Dataset entries:
□ □ □ □
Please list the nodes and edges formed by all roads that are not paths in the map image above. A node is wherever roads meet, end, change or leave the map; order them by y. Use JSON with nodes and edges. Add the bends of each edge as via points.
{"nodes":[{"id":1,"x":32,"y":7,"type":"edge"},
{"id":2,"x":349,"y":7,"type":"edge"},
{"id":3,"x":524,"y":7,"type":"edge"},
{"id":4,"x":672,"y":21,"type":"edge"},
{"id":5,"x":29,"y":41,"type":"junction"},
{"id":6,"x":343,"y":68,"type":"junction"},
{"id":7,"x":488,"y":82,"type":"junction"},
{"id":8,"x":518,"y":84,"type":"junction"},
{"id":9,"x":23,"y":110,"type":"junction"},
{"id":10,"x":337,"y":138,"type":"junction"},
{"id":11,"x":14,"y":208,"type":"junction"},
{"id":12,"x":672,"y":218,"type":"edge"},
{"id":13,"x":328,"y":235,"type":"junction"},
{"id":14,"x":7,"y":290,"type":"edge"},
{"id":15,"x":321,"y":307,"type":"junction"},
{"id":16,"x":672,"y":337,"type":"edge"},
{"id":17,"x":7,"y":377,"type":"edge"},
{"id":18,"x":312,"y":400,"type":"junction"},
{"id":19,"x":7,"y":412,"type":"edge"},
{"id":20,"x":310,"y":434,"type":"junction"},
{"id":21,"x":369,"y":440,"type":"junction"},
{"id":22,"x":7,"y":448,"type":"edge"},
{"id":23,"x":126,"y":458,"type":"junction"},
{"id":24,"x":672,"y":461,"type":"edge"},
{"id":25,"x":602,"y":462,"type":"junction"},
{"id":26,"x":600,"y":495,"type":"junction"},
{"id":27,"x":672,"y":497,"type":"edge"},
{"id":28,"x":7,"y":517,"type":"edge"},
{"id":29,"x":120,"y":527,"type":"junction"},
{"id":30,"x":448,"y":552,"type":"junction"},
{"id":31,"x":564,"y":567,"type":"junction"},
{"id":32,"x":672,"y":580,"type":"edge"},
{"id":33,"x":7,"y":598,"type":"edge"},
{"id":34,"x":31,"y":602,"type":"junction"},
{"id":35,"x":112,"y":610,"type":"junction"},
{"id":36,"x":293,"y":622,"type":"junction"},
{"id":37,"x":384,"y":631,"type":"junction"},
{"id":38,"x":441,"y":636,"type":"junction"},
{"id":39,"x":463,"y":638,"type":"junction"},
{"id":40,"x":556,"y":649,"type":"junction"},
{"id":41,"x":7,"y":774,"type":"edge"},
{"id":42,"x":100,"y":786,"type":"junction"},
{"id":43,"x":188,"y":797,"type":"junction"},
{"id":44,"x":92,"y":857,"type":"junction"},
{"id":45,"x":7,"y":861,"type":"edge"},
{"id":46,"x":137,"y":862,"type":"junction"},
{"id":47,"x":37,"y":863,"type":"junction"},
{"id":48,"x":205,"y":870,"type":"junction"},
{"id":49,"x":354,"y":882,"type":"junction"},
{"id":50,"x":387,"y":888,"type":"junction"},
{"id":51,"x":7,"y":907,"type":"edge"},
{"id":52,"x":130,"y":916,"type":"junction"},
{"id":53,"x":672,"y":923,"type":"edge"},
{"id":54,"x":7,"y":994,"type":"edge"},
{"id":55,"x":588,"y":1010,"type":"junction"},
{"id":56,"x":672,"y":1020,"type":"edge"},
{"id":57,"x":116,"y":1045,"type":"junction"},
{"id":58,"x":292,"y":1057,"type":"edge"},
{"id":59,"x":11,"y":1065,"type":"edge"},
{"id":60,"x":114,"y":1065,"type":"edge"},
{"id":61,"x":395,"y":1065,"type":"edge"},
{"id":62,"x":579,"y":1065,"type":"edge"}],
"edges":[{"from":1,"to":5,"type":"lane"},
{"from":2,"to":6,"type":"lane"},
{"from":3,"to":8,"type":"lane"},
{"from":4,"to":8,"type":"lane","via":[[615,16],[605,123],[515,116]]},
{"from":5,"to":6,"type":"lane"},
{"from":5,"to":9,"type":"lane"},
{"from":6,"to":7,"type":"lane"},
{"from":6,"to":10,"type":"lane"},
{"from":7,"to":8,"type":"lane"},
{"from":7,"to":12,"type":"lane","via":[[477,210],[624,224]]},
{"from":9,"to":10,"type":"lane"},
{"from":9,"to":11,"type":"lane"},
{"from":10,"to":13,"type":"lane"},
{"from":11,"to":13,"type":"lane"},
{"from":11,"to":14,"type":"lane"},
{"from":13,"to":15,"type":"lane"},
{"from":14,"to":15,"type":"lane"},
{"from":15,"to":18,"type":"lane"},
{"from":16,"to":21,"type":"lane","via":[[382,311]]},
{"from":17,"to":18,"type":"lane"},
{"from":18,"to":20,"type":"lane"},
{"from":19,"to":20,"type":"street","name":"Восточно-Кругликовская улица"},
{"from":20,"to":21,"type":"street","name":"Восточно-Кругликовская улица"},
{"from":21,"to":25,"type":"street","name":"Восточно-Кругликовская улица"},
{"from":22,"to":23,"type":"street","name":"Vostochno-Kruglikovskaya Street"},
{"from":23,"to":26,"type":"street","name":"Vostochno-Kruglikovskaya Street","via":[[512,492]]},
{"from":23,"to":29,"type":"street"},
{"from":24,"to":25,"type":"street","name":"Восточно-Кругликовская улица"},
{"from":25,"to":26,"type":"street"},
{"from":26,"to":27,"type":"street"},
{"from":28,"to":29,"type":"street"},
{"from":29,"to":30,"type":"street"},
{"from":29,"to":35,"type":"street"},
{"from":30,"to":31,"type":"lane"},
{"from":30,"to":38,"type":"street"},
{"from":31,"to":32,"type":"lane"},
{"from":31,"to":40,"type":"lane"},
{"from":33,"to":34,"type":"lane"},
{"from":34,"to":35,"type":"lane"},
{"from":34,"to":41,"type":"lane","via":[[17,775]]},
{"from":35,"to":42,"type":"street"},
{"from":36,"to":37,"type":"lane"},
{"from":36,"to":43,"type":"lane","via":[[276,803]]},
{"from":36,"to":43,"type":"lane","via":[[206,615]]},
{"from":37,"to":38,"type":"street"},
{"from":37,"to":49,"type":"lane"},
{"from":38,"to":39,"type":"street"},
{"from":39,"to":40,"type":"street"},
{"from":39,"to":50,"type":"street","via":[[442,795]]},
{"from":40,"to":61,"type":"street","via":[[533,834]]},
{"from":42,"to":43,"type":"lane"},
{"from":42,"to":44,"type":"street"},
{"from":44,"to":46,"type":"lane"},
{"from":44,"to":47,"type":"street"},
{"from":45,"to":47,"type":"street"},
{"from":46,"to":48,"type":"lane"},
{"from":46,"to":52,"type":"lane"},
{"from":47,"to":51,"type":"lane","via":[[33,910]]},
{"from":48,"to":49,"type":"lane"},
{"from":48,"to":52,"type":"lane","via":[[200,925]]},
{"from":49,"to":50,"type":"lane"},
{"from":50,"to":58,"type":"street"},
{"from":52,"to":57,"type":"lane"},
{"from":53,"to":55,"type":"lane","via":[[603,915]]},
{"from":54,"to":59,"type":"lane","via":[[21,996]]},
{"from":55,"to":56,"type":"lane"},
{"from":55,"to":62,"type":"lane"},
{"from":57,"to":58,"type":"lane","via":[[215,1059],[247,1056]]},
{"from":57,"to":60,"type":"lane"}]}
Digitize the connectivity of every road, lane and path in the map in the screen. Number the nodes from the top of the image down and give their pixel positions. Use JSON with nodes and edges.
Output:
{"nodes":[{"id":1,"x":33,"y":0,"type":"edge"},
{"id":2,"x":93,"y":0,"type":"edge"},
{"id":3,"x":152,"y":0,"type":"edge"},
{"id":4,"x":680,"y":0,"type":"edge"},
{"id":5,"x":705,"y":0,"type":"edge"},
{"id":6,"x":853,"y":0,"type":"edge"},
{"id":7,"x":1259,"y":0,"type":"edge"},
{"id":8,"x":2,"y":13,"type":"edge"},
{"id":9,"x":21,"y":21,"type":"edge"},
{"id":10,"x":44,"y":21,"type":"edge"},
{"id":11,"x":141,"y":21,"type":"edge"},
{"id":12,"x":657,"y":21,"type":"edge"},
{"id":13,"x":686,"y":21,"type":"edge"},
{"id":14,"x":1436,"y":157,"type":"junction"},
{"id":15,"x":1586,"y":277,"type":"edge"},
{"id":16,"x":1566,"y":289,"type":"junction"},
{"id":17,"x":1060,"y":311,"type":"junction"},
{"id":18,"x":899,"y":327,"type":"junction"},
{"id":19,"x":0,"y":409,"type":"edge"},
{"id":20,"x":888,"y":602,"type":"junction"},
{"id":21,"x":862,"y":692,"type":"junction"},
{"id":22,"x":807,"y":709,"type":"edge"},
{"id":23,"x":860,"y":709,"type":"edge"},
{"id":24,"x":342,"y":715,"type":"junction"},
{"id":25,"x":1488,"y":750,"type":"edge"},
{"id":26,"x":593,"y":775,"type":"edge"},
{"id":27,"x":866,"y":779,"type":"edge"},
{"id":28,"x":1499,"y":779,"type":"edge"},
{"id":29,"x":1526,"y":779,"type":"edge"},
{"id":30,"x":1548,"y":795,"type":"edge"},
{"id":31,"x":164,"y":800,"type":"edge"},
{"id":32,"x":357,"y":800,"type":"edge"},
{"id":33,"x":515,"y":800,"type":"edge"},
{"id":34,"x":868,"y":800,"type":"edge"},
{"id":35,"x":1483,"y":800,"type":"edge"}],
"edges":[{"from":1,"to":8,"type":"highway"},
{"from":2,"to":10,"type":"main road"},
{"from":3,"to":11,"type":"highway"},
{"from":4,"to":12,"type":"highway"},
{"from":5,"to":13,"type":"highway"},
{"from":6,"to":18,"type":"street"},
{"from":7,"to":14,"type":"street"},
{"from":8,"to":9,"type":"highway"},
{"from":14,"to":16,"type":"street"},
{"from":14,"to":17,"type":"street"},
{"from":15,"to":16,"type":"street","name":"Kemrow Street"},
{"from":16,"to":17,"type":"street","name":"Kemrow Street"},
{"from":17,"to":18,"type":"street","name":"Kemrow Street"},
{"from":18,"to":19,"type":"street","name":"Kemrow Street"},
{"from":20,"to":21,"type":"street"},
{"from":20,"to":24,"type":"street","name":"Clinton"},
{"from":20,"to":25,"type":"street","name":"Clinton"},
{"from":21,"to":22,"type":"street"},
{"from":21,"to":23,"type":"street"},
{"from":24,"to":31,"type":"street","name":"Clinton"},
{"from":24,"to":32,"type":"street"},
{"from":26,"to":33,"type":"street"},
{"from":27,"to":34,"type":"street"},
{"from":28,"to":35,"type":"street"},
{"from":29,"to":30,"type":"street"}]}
□ □ □ □
Say how many of the lines above include the string "highway", and give no other words.

5